▶ **TASK REQUIREMENTS**: Retype the entries in full.

*** Opening of RECORDED INFORMATION ***

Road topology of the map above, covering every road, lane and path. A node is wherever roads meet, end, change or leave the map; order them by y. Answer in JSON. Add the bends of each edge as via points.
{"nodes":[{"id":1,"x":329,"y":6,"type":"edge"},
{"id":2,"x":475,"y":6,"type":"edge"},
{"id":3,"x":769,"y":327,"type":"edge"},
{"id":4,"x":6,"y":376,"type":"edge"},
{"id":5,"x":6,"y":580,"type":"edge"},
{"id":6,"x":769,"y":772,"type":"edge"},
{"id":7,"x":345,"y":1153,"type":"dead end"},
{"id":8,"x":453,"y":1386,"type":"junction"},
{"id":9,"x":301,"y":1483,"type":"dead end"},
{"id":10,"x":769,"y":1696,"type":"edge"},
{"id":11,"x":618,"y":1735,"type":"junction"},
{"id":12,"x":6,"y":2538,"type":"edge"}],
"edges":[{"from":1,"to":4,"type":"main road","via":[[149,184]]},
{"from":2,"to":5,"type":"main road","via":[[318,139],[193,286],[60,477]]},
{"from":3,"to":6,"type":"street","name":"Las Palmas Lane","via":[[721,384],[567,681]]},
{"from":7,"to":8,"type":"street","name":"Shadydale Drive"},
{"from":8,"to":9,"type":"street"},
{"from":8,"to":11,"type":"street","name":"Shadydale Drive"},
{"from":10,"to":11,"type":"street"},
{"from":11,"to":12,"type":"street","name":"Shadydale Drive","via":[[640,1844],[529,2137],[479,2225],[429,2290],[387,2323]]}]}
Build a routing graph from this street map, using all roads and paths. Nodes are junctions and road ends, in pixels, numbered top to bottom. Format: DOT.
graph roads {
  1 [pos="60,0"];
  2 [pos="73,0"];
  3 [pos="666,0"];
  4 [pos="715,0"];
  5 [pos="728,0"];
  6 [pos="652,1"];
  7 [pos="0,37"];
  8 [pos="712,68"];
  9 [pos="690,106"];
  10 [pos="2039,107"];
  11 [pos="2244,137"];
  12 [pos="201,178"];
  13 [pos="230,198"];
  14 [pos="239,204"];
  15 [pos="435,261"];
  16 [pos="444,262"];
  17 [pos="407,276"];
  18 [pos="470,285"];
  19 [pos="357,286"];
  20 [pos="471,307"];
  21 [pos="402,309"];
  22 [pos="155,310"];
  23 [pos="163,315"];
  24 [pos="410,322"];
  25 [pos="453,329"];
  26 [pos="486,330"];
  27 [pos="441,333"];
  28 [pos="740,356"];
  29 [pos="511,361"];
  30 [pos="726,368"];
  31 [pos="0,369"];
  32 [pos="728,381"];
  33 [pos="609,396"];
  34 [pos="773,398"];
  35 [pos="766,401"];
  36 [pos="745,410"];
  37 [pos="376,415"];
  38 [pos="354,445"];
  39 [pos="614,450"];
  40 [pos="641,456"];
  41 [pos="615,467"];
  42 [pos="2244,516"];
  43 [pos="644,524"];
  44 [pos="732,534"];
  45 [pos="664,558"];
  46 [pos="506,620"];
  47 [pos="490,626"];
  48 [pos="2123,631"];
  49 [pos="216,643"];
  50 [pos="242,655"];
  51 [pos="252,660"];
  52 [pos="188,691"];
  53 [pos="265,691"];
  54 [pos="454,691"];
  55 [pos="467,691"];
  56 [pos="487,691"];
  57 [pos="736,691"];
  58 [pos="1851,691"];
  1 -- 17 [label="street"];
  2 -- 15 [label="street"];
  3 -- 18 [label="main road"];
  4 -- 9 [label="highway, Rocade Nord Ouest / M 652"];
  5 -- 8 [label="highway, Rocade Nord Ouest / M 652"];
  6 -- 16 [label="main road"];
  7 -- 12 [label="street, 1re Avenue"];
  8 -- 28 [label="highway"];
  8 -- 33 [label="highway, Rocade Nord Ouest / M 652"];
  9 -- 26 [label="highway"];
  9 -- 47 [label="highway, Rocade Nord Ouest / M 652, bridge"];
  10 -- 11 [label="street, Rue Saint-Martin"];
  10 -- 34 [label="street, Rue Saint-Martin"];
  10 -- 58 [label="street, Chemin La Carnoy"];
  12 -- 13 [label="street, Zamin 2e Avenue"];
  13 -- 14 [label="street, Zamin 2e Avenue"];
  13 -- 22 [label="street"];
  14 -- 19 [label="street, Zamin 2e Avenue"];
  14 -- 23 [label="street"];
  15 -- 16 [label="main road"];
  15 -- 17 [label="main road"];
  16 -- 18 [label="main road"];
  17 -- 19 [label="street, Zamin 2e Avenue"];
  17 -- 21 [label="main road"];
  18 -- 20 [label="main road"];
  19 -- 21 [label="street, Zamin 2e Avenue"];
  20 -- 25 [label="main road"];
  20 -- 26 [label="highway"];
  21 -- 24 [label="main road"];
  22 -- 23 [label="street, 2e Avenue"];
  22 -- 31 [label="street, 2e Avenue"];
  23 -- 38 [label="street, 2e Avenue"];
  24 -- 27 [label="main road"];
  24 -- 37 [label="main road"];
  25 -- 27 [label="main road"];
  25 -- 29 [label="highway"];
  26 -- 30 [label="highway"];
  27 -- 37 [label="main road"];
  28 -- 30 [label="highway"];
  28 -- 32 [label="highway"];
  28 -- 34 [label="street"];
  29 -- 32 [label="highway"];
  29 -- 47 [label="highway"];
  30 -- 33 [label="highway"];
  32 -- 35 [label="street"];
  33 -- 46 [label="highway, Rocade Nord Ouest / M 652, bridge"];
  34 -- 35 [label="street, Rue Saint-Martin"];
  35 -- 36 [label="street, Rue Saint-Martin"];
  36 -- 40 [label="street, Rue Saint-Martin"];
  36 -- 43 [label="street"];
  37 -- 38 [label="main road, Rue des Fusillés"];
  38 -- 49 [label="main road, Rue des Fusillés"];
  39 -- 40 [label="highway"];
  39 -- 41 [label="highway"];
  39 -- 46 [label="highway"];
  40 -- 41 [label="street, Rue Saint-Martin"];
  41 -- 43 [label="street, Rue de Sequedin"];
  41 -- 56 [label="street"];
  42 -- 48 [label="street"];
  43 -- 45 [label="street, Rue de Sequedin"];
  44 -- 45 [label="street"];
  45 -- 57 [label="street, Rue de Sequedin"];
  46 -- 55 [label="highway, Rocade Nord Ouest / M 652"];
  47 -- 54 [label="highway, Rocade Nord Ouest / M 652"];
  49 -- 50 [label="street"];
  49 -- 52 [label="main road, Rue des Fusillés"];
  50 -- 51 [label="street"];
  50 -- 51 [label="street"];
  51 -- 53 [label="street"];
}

*** Close of RECORDED INFORMATION ***

▶ **RESPONSE**:
Road topology of the map above, covering every road, lane and path. A node is wherever roads meet, end, change or leave the map; order them by y. Answer in JSON. Add the bends of each edge as via points.
{"nodes":[{"id":1,"x":329,"y":6,"type":"edge"},
{"id":2,"x":475,"y":6,"type":"edge"},
{"id":3,"x":769,"y":327,"type":"edge"},
{"id":4,"x":6,"y":376,"type":"edge"},
{"id":5,"x":6,"y":580,"type":"edge"},
{"id":6,"x":769,"y":772,"type":"edge"},
{"id":7,"x":345,"y":1153,"type":"dead end"},
{"id":8,"x":453,"y":1386,"type":"junction"},
{"id":9,"x":301,"y":1483,"type":"dead end"},
{"id":10,"x":769,"y":1696,"type":"edge"},
{"id":11,"x":618,"y":1735,"type":"junction"},
{"id":12,"x":6,"y":2538,"type":"edge"}],
"edges":[{"from":1,"to":4,"type":"main road","via":[[149,184]]},
{"from":2,"to":5,"type":"main road","via":[[318,139],[193,286],[60,477]]},
{"from":3,"to":6,"type":"street","name":"Las Palmas Lane","via":[[721,384],[567,681]]},
{"from":7,"to":8,"type":"street","name":"Shadydale Drive"},
{"from":8,"to":9,"type":"street"},
{"from":8,"to":11,"type":"street","name":"Shadydale Drive"},
{"from":10,"to":11,"type":"street"},
{"from":11,"to":12,"type":"street","name":"Shadydale Drive","via":[[640,1844],[529,2137],[479,2225],[429,2290],[387,2323]]}]}
Build a routing graph from this street map, using all roads and paths. Nodes are junctions and road ends, in pixels, numbered top to bottom. Format: DOT.
graph roads {
  1 [pos="60,0"];
  2 [pos="73,0"];
  3 [pos="666,0"];
  4 [pos="715,0"];
  5 [pos="728,0"];
  6 [pos="652,1"];
  7 [pos="0,37"];
  8 [pos="712,68"];
  9 [pos="690,106"];
  10 [pos="2039,107"];
  11 [pos="2244,137"];
  12 [pos="201,178"];
  13 [pos="230,198"];
  14 [pos="239,204"];
  15 [pos="435,261"];
  16 [pos="444,262"];
  17 [pos="407,276"];
  18 [pos="470,285"];
  19 [pos="357,286"];
  20 [pos="471,307"];
  21 [pos="402,309"];
  22 [pos="155,310"];
  23 [pos="163,315"];
  24 [pos="410,322"];
  25 [pos="453,329"];
  26 [pos="486,330"];
  27 [pos="441,333"];
  28 [pos="740,356"];
  29 [pos="511,361"];
  30 [pos="726,368"];
  31 [pos="0,369"];
  32 [pos="728,381"];
  33 [pos="609,396"];
  34 [pos="773,398"];
  35 [pos="766,401"];
  36 [pos="745,410"];
  37 [pos="376,415"];
  38 [pos="354,445"];
  39 [pos="614,450"];
  40 [pos="641,456"];
  41 [pos="615,467"];
  42 [pos="2244,516"];
  43 [pos="644,524"];
  44 [pos="732,534"];
  45 [pos="664,558"];
  46 [pos="506,620"];
  47 [pos="490,626"];
  48 [pos="2123,631"];
  49 [pos="216,643"];
  50 [pos="242,655"];
  51 [pos="252,660"];
  52 [pos="188,691"];
  53 [pos="265,691"];
  54 [pos="454,691"];
  55 [pos="467,691"];
  56 [pos="487,691"];
  57 [pos="736,691"];
  58 [pos="1851,691"];
  1 -- 17 [label="street"];
  2 -- 15 [label="street"];
  3 -- 18 [label="main road"];
  4 -- 9 [label="highway, Rocade Nord Ouest / M 652"];
  5 -- 8 [label="highway, Rocade Nord Ouest / M 652"];
  6 -- 16 [label="main road"];
  7 -- 12 [label="street, 1re Avenue"];
  8 -- 28 [label="highway"];
  8 -- 33 [label="highway, Rocade Nord Ouest / M 652"];
  9 -- 26 [label="highway"];
  9 -- 47 [label="highway, Rocade Nord Ouest / M 652, bridge"];
  10 -- 11 [label="street, Rue Saint-Martin"];
  10 -- 34 [label="street, Rue Saint-Martin"];
  10 -- 58 [label="street, Chemin La Carnoy"];
  12 -- 13 [label="street, Zamin 2e Avenue"];
  13 -- 14 [label="street, Zamin 2e Avenue"];
  13 -- 22 [label="street"];
  14 -- 19 [label="street, Zamin 2e Avenue"];
  14 -- 23 [label="street"];
  15 -- 16 [label="main road"];
  15 -- 17 [label="main road"];
  16 -- 18 [label="main road"];
  17 -- 19 [label="street, Zamin 2e Avenue"];
  17 -- 21 [label="main road"];
  18 -- 20 [label="main road"];
  19 -- 21 [label="street, Zamin 2e Avenue"];
  20 -- 25 [label="main road"];
  20 -- 26 [label="highway"];
  21 -- 24 [label="main road"];
  22 -- 23 [label="street, 2e Avenue"];
  22 -- 31 [label="street, 2e Avenue"];
  23 -- 38 [label="street, 2e Avenue"];
  24 -- 27 [label="main road"];
  24 -- 37 [label="main road"];
  25 -- 27 [label="main road"];
  25 -- 29 [label="highway"];
  26 -- 30 [label="highway"];
  27 -- 37 [label="main road"];
  28 -- 30 [label="highway"];
  28 -- 32 [label="highway"];
  28 -- 34 [label="street"];
  29 -- 32 [label="highway"];
  29 -- 47 [label="highway"];
  30 -- 33 [label="highway"];
  32 -- 35 [label="street"];
  33 -- 46 [label="highway, Rocade Nord Ouest / M 652, bridge"];
  34 -- 35 [label="street, Rue Saint-Martin"];
  35 -- 36 [label="street, Rue Saint-Martin"];
  36 -- 40 [label="street, Rue Saint-Martin"];
  36 -- 43 [label="street"];
  37 -- 38 [label="main road, Rue des Fusillés"];
  38 -- 49 [label="main road, Rue des Fusillés"];
  39 -- 40 [label="highway"];
  39 -- 41 [label="highway"];
  39 -- 46 [label="highway"];
  40 -- 41 [label="street, Rue Saint-Martin"];
  41 -- 43 [label="street, Rue de Sequedin"];
  41 -- 56 [label="street"];
  42 -- 48 [label="street"];
  43 -- 45 [label="street, Rue de Sequedin"];
  44 -- 45 [label="street"];
  45 -- 57 [label="street, Rue de Sequedin"];
  46 -- 55 [label="highway, Rocade Nord Ouest / M 652"];
  47 -- 54 [label="highway, Rocade Nord Ouest / M 652"];
  49 -- 50 [label="street"];
  49 -- 52 [label="main road, Rue des Fusillés"];
  50 -- 51 [label="street"];
  50 -- 51 [label="street"];
  51 -- 53 [label="street"];
}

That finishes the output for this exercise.